Despite the active nature of development work that has been underway for many years in efforts to provide improvements in skin/core sandwich-type door construction systems, a need has continued to exist for an improved door construction system that provides skin/core sandwich-type doors that are strong, dimensionally stable and reliable--and that resist "racking" as by providing enhanced strength especially in the regions where antirack door control system components are positioned and mounted. Inadequately addressed by prior proposals is a long-standing need for providing a door structures that incorporate anti-rack door control system features into the actual make-up of skin/core sandwich-type door structures in novel and improved ways that also serve to provide other enhancements in doors and door control systems.
The Companion Design Cases that are filed concurrently herewith create to appearance features of elongate extrusion-formed members that may be used in carrying out the most preferred practice of the invention of the present application.
It should be understood, however, that a line of demarcation exists among the related concurrently-filed design and utility cases.
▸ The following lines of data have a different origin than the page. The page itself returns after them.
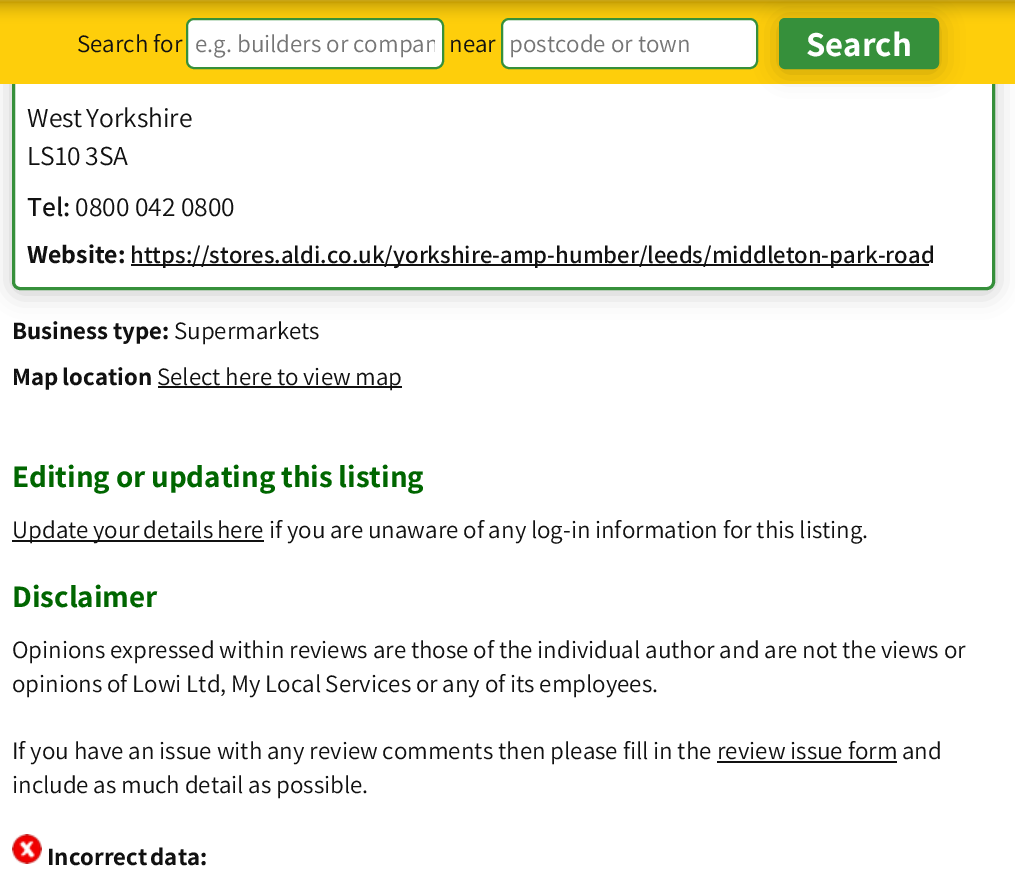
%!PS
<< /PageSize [1015 882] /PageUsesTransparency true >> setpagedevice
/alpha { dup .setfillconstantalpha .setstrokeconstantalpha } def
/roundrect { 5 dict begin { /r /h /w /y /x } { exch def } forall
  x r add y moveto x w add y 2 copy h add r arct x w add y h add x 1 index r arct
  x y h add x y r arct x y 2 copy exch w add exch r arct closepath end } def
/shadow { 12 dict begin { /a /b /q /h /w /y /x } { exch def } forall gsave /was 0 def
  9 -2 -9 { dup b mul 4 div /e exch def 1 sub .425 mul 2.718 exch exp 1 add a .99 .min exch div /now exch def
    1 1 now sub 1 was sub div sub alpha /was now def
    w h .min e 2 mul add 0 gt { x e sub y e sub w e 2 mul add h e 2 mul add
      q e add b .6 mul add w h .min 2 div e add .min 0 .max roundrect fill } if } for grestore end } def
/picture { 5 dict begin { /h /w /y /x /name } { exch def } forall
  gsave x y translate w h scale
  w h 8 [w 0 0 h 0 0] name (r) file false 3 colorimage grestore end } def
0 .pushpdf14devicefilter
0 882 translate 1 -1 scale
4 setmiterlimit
1 setgray
0 0 1015 882 rectfill
gsave
newpath 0 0 moveto 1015 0 lineto 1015 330 lineto 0 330 lineto closepath 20 -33 moveto 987 -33 lineto 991.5 -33 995 -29.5 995 -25 curveto 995 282 lineto 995 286.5 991.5 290 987 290 curveto 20 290 lineto 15.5 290 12 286.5 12 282 curveto 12 -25 lineto 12 -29.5 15.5 -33 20 -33 curveto closepath eoclip newpath
0 setgray
12 -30 983 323 8 12 0.22 shadow
grestore
0.212 0.565 0.231 setrgbcolor
3 setlinewidth
13.5 -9.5 980 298 6.5 roundrect stroke
(img1.rgb) 0 0 1015 84 picture
/Assistant-Regular [24.95 0 0 -24.95 0 0] selectfont
0.067 setgray
77 52 moveto (Search for) show
1 setgray
187 19 256 49 7 roundrect gsave fill grestore
0.212 0.565 0.231 setrgbcolor
2 setlinewidth
stroke
gsave
195 27 240 33 rectclip
0.459 setgray
195 52 moveto (e.g. builders or compan) show
grestore
0.067 setgray
449 52 moveto (near) show
1 setgray
502 19 255 49 7 roundrect gsave fill grestore
0.212 0.565 0.231 setrgbcolor
stroke
0.459 setgray
509 52 moveto (postcode or town) show
0 setgray
779 21 160 51 6 12 0.22 shadow
0.212 0.565 0.231 setrgbcolor
780 19 158 49 5 roundrect gsave fill grestore
stroke
/Assistant-Bold [35 0 0 -35 0 0] selectfont
1 setgray
806 56 moveto (Search) show
/Assistant-Regular [27.5 0 0 -27.5 0 0] selectfont
0.067 setgray
27 127 moveto -2 0 32 (West Yorkshire) widthshow
27 165 moveto -1 0 32 (LS10 3SA) widthshow
/Assistant-SemiBold [27.5 0 0 -27.5 0 0] selectfont
27 216 moveto (Tel:) show
/Assistant-Regular [27.5 0 0 -27.5 0 0] selectfont
75 216 moveto (0800 042 0800) show
/Assistant-Bold [26 0 0 -26 0 0] selectfont
27 263 moveto (Website:) show
131 264 798 2 rectfill
/Assistant-SemiBold [24.8 0 0 -24.8 0 0] selectfont
130 263 moveto (https://stores.aldi.co.uk/yorkshire-amp-humber/leeds/middleton-park-road) show
/Assistant-Bold [24.95 0 0 -24.95 0 0] selectfont
12 339 moveto (Business type:) show
/Assistant-Regular [24.95 0 0 -24.95 0 0] selectfont
174 339 moveto (Supermarkets) show
/Assistant-Bold [24.95 0 0 -24.95 0 0] selectfont
12 385 moveto -1 0 32 (Map location) widthshow
158 386 244 2 rectfill
/Assistant-Regular [24.95 0 0 -24.95 0 0] selectfont
157 385 moveto -0.25 0 32 (Select here to view map) widthshow
/Assistant-Bold [31.25 0 0 -31.25 0 0] selectfont
0 0.4 0 setrgbcolor
12 487 moveto -0.5 0 32 (Editing or updating this listing) widthshow
0.067 setgray
12 540 252 2 rectfill
/Assistant-Regular [24.95 0 0 -24.95 0 0] selectfont
12 538 moveto -1 0 32 (Update your details here) widthshow
269 538 moveto -0.25 0 32 (if you are unaware of any log-in information for this listing.) widthshow
/Assistant-Bold [31.25 0 0 -31.25 0 0] selectfont
0 0.4 0 setrgbcolor
12 607 moveto (Disclaimer) show
/Assistant-Regular [24.95 0 0 -24.95 0 0] selectfont
0.067 setgray
12 658 moveto -0.2 0 32 (Opinions expressed within reviews are those of the individual author and are not the views or) widthshow
12 692 moveto -0.25 0 32 (opinions of Lowi Ltd, My Local Services or any of its employees.) widthshow
12 759 moveto -0.1 0 32 (If you have an issue with any review comments then please fill in the) widthshow
717 759 moveto (review issue form) show
717 761 180 2 rectfill
902 759 moveto (and) show
12 793 moveto -0.25 0 32 (include as much detail as possible.) widthshow
(img2.rgb) 12 834 30 30 picture
/Assistant-Bold [24.95 0 0 -24.95 0 0] selectfont
47 865 moveto -2 0 32 (Incorrect data:) widthshow
.poppdf14devicefilter showpage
Many configurations of extrusion-formed members can be substituted for the configurations that are addressed by the Companion Design Cases in order to carry out the spirit and practice of the invention of the present utility case. Moreover, while the referenced Companion Design Cases relate to elongate members that have cross sections which are uniform along their lengths, the spirit and practice of the invention of the present utility case can be carried out as by utilizing members that are of non-uniform cross sections along their lengths, and/or by utilizing a plurality of components, some of which have differing cross sections.
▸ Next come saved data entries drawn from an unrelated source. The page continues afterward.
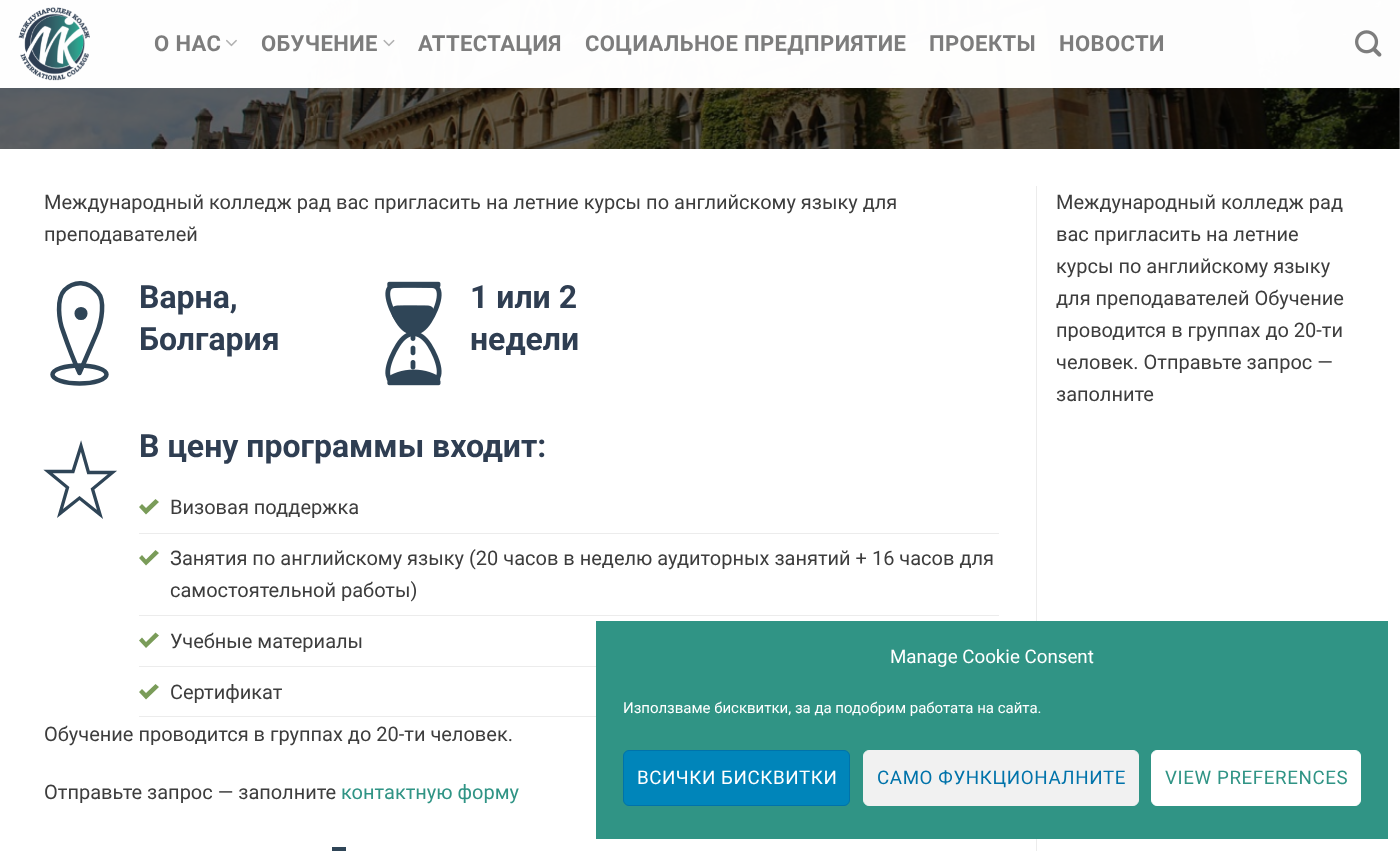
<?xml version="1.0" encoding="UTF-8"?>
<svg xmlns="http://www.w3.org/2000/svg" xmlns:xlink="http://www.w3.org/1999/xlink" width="1400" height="851">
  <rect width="100%" height="100%" fill="#ffffff" />
  <image x="0" y="0" width="1400" height="149" xlink:href="image5.png" />
  <rect width="1400" height="88" fill="#ffffff" fill-opacity="0.9" />
  <rect width="1400" height="88" fill="#ffffff" fill-opacity="0.9" />
  <image x="18" y="7" width="72" height="74" xlink:href="image1.png" />
  <image x="226" y="39" width="11" height="8" xlink:href="image2.png" />
  <image x="383" y="39" width="12" height="8" xlink:href="image3.png" />
  <image x="1355" y="30" width="27" height="27" xlink:href="image4.png" />
  <rect x="1036" y="186" width="1" height="665" fill="#ececec" />
  <circle cx="81" cy="313.5" r="3.5" fill="#2f4557" stroke="#2f4557" stroke-width="6.1" />
  <path d="M 79.5 373 c -6 -13 -11.5 -27.5 -16.5 -42 c -4 -10.5 -7 -32 1.5 -41 c 9.5 -9.5 23.5 -9.5 33.5 2.5 c 7 8 4 28 -1 40 l -17.5 40.5" fill="none" stroke="#2f4557" stroke-width="4.5" stroke-linecap="round" stroke-linejoin="round" />
  <ellipse cx="79.5" cy="374.5" rx="27" ry="9" fill="none" stroke="#2f4557" stroke-width="4.5" />
  <image x="385" y="281" width="57" height="105" xlink:href="image6.png" />
  <path d="M 100 514.5 l -20.5 -16.5 l -19.5 15.5 l 7.5 -26 l -19.5 -16 h 25 l 8 -25.5 l 7.5 26.5 h 24 l -20 16.5 z" fill="none" stroke="#2f4557" stroke-width="3.3" />
  <rect x="139" y="533" width="860" height="1" fill="#ececec" />
  <path d="M 155.5 499 l -9.5 9 l -4 -4 l -3 3 l 7 7.5 l 13 -12.5 z" fill="#7a9c59" />
  <rect x="139" y="615" width="860" height="1" fill="#ececec" />
  <path d="M 155.5 550 l -9.5 9.5 l -4 -4.5 l -3 3 l 7 7.5 l 13 -12.5 z" fill="#7a9c59" />
  <rect x="139" y="666" width="457" height="1" fill="#ececec" />
  <path d="M 155.5 632.5 l -9.5 9.5 l -4 -4.5 l -3 3 l 7 7.5 l 13 -12.5 z" fill="#7a9c59" />
  <rect x="139" y="716" width="457" height="1" fill="#ececec" />
  <path d="M 155.5 684 l -9.5 9 l -4 -4 l -3 3 l 7 7.5 l 13 -12.5 z" fill="#7a9c59" />
  <rect x="332" y="847" width="14" height="4" fill="#2f4557" />
  <rect x="596" y="621" width="792" height="218" fill="#309485" />
  <rect x="623.5" y="750.5" width="226" height="55" rx="5.5" fill="#0085ba" stroke="#0073aa" />
  <rect x="863.5" y="750.5" width="275" height="55" rx="5.5" fill="#f1f1f1" stroke="#f1f1f1" />
  <rect x="1151.5" y="750.5" width="209" height="55" rx="5.5" fill="#ffffff" stroke="#ffffff" />
  <text x="154" y="51" style="font-family: Roboto; font-size: 22px; font-weight: bold; letter-spacing: 0.4px; fill: #7d7d7d">О НАС</text>
  <text x="261" y="51" style="font-family: Roboto; font-size: 22px; font-weight: bold; letter-spacing: 0.4px; fill: #7d7d7d">ОБУЧЕНИЕ</text>
  <text x="418" y="51" style="font-family: Roboto; font-size: 22px; font-weight: bold; letter-spacing: 0.4px; fill: #7d7d7d">АТТЕСТАЦИЯ</text>
  <text x="585" y="51" style="font-family: Roboto; font-size: 22px; font-weight: bold; letter-spacing: 0.4px; fill: #7d7d7d">СОЦИАЛЬНОЕ ПРЕДПРИЯТИЕ</text>
  <text x="929" y="51" style="font-family: Roboto; font-size: 22px; font-weight: bold; letter-spacing: 0.4px; fill: #7d7d7d">ПРОЕКТЫ</text>
  <text x="1059" y="51" style="font-family: Roboto; font-size: 22px; font-weight: bold; letter-spacing: 0.4px; fill: #7d7d7d">НОВОСТИ</text>
  <text x="44" y="209" style="font-family: Roboto; font-size: 20px; fill: #3d3d3d">Международный колледж рад вас пригласить на летние курсы по английскому языку для</text>
  <text x="44" y="241" style="font-family: Roboto; font-size: 20px; fill: #3d3d3d">преподавателей</text>
  <text x="139" y="308" style="font-family: Roboto; font-size: 32px; font-weight: bold; fill: #2f3e52">Варна,</text>
  <text x="139" y="350" style="font-family: Roboto; font-size: 32px; font-weight: bold; fill: #2f3e52">Болгария</text>
  <text x="470" y="308" style="font-family: Roboto; font-size: 32px; font-weight: bold; fill: #2f3e52">1 или 2</text>
  <text x="470" y="350" style="font-family: Roboto; font-size: 32px; font-weight: bold; fill: #2f3e52">недели</text>
  <text x="139" y="457" style="font-family: Roboto; font-size: 32px; font-weight: bold; fill: #2f3e52">В цену программы входит:</text>
  <text x="170" y="514" style="font-family: Roboto; font-size: 20px; fill: #3d3d3d">Визовая поддержка</text>
  <text x="170" y="565" style="font-family: Roboto; font-size: 20px; fill: #3d3d3d">Занятия по английскому языку (20 часов в неделю аудиторных занятий + 16 часов для</text>
  <text x="170" y="597" style="font-family: Roboto; font-size: 20px; fill: #3d3d3d">самостоятельной работы)</text>
  <text x="170" y="648" style="font-family: Roboto; font-size: 20px; fill: #3d3d3d">Учебные материалы</text>
  <text x="170" y="699" style="font-family: Roboto; font-size: 20px; fill: #3d3d3d">Сертификат</text>
  <text x="44" y="741" style="font-family: Roboto; font-size: 20px; fill: #3d3d3d">Обучение проводится в группах до 20-ти человек.</text>
  <text x="44" y="799" style="font-family: Roboto; font-size: 20px; fill: #3d3d3d">Отправьте запрос — заполните</text>
  <text x="341" y="799" style="font-family: Roboto; font-size: 20px; fill: #309485">контактную форму</text>
  <text x="1056" y="209" style="font-family: Roboto; font-size: 20px; fill: #3d3d3d">Международный колледж рад</text>
  <text x="1056" y="241" style="font-family: Roboto; font-size: 20px; fill: #3d3d3d">вас пригласить на летние</text>
  <text x="1056" y="273" style="font-family: Roboto; font-size: 20px; fill: #3d3d3d">курсы по английскому языку</text>
  <text x="1056" y="305" style="font-family: Roboto; font-size: 20px; fill: #3d3d3d">для преподавателей Обучение</text>
  <text x="1056" y="337" style="font-family: Roboto; font-size: 20px; fill: #3d3d3d">проводится в группах до 20-ти</text>
  <text x="1056" y="369" style="font-family: Roboto; font-size: 20px; fill: #3d3d3d">человек. Отправьте запрос —</text>
  <text x="1056" y="401" style="font-family: Roboto; font-size: 20px; fill: #3d3d3d">заполните</text>
  <text x="890" y="663" style="font-family: Roboto; font-size: 18.75px; fill: #ffffff">Manage Cookie Consent</text>
  <text x="623" y="713" style="font-family: Roboto; font-size: 15px; fill: #ffffff">Използваме бисквитки, за да подобрим работата на сайта.</text>
  <text x="637" y="784" style="font-family: Roboto; font-size: 18.75px; letter-spacing: 0.6px; fill: #ffffff">ВСИЧКИ БИСКВИТКИ</text>
  <text x="877" y="784" style="font-family: Roboto; font-size: 18.75px; letter-spacing: 0.6px; fill: #0073aa">САМО ФУНКЦИОНАЛНИТЕ</text>
  <text x="1165" y="784" style="font-family: Roboto; font-size: 18.75px; letter-spacing: 0.6px; fill: #309485">VIEW PREFERENCES</text>
</svg>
Thus, appearance considerations can and do enter significantly into determining the cross-sectional configurations that comprise articles of manufacture that embody subject matter of the two Companion Design Cases.
The present invention addresses the foregoing and other needs by providing doors of novel and improved construction, by providing elongate door construction elements of novel and improved form for use in constructing doors of the type that have spaced "skin" panels, and by providing novel and improved methods of forming skin/core sandwich-type doors having inner and outer panels or "skins" that are held in spaced relationship, at least in part, by utilizing the novel and improved, elongate door construction elements.
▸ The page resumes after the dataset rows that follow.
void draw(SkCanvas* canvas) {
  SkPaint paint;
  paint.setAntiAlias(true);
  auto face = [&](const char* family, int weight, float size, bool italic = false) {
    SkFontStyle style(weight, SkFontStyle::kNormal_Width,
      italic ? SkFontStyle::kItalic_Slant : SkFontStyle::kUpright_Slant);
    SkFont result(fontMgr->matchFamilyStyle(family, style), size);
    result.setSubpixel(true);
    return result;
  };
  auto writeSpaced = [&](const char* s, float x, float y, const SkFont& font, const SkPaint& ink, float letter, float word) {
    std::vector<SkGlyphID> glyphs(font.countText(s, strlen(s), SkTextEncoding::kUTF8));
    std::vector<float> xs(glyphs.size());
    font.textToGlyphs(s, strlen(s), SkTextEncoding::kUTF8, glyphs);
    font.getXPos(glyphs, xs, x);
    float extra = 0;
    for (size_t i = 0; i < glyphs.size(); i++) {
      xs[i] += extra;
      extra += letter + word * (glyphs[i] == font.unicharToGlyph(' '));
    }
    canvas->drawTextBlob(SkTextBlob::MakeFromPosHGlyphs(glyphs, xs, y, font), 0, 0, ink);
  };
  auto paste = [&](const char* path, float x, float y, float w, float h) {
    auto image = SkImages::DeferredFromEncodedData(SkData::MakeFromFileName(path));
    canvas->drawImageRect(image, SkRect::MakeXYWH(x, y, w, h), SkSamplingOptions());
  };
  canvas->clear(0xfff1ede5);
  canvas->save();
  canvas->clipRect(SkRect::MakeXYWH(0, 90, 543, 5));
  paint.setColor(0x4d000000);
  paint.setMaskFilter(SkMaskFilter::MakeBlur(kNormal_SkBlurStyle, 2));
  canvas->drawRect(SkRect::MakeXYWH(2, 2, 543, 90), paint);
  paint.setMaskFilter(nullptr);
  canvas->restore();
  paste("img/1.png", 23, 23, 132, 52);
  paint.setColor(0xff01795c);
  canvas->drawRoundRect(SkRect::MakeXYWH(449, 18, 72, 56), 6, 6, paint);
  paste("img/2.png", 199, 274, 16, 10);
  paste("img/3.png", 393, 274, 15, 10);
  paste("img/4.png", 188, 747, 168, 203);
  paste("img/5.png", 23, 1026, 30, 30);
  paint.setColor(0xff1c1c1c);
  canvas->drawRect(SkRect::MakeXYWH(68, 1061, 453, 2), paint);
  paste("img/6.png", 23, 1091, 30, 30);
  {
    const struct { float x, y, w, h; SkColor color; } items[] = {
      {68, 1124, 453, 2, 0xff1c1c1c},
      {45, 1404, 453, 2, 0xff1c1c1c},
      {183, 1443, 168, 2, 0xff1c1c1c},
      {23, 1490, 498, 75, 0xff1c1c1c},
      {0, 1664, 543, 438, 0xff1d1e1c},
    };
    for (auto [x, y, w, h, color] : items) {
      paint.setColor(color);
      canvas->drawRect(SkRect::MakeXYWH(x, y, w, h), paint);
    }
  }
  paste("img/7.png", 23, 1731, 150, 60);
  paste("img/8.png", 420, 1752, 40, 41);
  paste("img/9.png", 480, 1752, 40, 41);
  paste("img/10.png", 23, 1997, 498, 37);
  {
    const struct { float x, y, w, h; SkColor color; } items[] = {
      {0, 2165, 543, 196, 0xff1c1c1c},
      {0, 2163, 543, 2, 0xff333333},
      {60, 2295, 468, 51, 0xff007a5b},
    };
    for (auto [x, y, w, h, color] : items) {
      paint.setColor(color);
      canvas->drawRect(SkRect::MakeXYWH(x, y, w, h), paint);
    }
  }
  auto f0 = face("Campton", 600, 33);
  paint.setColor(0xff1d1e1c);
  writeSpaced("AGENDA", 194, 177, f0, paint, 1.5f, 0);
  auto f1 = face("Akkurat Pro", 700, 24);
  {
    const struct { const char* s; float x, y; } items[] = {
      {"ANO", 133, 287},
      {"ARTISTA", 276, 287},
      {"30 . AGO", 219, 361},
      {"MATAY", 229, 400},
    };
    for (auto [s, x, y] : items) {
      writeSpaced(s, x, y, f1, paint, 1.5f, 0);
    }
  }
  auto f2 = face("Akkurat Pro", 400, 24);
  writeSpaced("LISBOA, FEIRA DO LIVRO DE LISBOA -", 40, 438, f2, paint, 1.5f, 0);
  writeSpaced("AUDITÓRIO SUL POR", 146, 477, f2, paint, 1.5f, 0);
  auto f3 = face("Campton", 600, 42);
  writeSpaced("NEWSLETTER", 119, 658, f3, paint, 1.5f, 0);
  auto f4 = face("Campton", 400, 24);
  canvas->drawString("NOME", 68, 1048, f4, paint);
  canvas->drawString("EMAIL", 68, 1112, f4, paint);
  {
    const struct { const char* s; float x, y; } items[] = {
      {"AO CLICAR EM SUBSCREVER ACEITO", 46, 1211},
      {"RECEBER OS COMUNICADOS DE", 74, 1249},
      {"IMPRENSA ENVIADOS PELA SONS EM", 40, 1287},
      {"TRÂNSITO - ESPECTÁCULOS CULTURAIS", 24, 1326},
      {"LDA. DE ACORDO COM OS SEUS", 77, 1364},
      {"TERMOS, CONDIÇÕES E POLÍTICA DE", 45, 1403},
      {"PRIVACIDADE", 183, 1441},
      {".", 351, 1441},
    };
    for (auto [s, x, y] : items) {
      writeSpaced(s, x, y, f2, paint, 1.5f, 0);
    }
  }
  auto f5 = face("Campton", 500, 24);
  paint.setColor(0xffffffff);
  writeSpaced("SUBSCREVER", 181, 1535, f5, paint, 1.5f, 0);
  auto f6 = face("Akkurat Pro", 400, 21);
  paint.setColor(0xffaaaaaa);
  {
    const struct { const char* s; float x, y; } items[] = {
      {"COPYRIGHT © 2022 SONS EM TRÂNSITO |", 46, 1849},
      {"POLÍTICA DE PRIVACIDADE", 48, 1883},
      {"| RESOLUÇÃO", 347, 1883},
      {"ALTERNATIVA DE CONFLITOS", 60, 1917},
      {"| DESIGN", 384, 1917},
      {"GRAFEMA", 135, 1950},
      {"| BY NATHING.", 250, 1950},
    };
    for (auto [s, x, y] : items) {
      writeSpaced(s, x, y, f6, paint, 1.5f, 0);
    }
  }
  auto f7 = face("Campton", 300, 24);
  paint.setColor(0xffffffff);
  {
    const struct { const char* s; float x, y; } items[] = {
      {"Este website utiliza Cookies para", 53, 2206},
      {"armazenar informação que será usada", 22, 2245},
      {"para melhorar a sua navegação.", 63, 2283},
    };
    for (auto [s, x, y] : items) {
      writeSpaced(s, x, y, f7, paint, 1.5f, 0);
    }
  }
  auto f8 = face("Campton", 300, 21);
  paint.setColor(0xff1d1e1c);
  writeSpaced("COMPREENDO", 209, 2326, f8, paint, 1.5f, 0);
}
The present invention relates to a highly advantageous system for constructing doors of the general type that each employ a pair of spaced inner and outer panels or "skins" that sandwich a "core," with selected portions of the cores of such doors including elongate structural members that are typically of substantially uniform cross section along their lengths, with the structural members offering advantages such as facilitating door fabrication and assembly, strengthening the resulting door structures, and cooperating with components of door control systems that are utilized with the door structures, whereby fabrication costs are kept at a minimum while providing high quality doors with enhanced features.
The system of the present invention is particularly well suited for use with anti-rack door control systems of the general type that are described in the referenced Door Control Patents, especially the Cam and Keeper Door Control Patents, namely U.S. Pat. Nos. 3,737,183 and 3,695,661. Aspects of the invention include not only methods for assembling skin/core sandwich-type doors having improved features, but also include the resulting novel and improved door structures, and features of the elongate structural members that are utilized to form portions of the core structures of doors while simultaneously serving to aid in pivotally mounting elongate door control members on the doors.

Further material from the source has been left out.